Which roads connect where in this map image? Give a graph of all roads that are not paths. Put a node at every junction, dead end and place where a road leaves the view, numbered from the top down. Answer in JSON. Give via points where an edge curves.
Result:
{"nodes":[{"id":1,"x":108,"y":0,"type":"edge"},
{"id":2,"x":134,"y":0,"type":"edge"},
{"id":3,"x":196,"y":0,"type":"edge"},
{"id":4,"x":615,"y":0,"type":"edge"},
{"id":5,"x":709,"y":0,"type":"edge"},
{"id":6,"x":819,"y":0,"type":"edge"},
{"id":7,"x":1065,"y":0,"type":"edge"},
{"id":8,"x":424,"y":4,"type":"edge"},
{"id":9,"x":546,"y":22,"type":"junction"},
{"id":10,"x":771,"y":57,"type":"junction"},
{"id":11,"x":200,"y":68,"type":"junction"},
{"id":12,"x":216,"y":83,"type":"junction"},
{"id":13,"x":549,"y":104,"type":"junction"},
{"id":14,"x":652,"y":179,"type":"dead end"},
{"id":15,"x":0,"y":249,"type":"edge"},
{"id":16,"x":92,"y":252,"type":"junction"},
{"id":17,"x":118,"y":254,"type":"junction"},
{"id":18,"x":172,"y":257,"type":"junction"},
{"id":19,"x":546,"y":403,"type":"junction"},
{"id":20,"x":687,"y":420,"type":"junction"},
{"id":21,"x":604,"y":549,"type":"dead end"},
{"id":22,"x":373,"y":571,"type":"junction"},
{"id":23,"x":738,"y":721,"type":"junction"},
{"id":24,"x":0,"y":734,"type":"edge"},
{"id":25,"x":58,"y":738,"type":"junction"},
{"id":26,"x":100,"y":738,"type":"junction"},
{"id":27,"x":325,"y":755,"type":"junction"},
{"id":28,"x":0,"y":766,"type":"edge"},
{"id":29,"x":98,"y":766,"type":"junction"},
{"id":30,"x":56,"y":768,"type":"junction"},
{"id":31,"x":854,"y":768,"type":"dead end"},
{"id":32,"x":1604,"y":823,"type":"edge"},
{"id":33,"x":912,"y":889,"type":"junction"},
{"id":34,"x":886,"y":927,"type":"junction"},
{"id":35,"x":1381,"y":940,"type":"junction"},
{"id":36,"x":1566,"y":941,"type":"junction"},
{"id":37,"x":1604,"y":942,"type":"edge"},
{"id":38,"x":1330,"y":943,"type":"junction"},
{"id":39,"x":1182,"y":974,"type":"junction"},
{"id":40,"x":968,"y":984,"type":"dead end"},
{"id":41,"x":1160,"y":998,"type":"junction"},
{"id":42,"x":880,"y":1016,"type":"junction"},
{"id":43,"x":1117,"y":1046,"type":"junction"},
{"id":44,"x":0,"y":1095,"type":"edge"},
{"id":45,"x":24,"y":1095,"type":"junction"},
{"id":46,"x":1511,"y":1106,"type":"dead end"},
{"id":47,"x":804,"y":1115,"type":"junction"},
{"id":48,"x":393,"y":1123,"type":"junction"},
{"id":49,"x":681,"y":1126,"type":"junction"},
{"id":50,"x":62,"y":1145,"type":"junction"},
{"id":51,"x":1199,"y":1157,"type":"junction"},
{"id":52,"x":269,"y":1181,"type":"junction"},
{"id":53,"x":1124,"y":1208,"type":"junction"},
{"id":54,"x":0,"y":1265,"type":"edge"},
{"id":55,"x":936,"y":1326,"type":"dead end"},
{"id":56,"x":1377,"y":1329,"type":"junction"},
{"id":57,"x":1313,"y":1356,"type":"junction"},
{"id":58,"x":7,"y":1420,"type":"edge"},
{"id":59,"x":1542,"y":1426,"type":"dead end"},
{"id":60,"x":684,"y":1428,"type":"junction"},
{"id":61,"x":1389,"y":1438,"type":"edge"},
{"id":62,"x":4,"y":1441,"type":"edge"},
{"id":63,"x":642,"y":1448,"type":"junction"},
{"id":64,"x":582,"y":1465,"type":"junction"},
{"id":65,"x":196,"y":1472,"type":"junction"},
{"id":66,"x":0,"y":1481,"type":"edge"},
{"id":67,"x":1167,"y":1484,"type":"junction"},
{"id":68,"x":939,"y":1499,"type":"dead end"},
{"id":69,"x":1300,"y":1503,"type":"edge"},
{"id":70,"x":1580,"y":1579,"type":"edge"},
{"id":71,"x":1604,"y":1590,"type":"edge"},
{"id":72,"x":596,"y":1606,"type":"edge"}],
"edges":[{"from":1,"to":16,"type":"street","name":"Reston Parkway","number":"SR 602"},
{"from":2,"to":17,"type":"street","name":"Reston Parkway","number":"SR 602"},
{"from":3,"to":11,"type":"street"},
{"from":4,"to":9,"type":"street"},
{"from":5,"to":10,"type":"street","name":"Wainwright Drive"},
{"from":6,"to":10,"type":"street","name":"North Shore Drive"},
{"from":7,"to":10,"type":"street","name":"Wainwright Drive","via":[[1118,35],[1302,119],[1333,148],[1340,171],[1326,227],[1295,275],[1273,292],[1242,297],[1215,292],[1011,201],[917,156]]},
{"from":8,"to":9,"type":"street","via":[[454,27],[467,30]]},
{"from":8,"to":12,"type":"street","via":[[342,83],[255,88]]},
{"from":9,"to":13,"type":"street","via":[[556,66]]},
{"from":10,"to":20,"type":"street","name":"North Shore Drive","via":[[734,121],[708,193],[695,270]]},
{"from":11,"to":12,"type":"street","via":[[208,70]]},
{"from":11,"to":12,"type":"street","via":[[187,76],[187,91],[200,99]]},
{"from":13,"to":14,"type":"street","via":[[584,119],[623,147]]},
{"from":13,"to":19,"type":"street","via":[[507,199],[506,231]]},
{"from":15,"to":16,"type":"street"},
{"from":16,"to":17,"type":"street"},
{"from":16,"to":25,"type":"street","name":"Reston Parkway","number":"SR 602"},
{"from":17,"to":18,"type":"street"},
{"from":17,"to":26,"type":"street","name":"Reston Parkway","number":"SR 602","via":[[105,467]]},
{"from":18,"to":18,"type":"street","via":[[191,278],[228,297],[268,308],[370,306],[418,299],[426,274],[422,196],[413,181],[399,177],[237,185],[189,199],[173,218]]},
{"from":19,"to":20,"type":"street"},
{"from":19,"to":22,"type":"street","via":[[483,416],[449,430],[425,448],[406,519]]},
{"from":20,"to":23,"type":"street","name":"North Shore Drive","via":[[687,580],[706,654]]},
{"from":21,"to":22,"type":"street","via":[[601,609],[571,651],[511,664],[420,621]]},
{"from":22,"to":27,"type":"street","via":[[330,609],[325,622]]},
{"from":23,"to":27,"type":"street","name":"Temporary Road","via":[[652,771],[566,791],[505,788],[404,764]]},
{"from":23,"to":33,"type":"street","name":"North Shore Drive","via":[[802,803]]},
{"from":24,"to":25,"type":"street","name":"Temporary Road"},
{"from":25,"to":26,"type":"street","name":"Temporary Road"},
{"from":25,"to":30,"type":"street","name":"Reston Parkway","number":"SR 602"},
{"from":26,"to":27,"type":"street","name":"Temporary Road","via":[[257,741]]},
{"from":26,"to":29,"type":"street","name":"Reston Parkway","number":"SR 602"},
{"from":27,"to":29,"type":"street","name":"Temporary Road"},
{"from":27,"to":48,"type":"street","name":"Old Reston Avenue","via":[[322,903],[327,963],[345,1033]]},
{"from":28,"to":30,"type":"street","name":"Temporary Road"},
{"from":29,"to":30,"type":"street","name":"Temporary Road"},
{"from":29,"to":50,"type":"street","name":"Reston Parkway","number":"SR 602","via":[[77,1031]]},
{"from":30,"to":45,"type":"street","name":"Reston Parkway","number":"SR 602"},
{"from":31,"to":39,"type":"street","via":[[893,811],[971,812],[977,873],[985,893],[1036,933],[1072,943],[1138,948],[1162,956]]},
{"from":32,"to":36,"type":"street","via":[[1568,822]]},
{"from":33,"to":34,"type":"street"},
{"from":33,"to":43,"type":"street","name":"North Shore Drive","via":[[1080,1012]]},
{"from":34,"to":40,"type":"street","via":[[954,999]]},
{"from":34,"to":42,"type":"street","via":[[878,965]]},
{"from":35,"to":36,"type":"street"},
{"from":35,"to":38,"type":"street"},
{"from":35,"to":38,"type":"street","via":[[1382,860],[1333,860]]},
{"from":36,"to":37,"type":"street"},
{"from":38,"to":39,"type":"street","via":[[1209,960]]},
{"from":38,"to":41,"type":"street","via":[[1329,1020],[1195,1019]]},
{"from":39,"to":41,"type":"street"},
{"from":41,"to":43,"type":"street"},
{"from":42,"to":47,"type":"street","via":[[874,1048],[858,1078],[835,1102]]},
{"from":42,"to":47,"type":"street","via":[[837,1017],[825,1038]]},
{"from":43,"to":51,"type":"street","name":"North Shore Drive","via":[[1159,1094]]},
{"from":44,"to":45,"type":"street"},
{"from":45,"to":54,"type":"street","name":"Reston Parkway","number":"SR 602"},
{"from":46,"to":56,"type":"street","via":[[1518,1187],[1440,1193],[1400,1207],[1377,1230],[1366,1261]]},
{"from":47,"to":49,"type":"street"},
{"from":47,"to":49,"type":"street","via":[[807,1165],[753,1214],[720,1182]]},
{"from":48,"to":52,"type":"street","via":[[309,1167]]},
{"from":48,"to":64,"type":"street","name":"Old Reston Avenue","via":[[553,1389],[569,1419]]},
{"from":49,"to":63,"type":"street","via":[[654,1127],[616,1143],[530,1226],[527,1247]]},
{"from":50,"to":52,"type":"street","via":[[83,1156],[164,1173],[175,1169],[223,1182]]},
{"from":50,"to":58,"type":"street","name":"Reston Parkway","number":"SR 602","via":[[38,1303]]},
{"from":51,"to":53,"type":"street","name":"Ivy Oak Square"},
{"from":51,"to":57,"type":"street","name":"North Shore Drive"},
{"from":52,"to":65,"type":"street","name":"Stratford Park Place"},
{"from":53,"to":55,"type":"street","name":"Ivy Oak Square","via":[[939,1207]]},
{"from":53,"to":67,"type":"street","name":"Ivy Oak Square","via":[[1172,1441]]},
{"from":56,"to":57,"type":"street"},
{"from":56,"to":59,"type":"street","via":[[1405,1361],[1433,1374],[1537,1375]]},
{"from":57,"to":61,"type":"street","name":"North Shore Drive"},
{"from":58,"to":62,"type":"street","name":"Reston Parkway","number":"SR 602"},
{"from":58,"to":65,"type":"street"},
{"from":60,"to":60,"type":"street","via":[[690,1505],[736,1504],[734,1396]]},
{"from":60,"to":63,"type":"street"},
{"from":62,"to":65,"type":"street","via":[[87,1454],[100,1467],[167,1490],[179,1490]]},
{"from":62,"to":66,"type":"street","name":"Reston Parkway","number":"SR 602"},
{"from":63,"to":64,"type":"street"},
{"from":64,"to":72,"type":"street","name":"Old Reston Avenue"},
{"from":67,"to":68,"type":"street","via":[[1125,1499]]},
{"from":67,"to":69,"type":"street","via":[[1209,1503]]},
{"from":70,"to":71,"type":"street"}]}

- _Instructions for the task_: Scan the material for lines with the word "Square", and copy each line you find.

- _Exercise answer_:
{"from":51,"to":53,"type":"street","name":"Ivy Oak Square"},
{"from":53,"to":55,"type":"street","name":"Ivy Oak Square","via":[[939,1207]]},
{"from":53,"to":67,"type":"street","name":"Ivy Oak Square","via":[[1172,1441]]},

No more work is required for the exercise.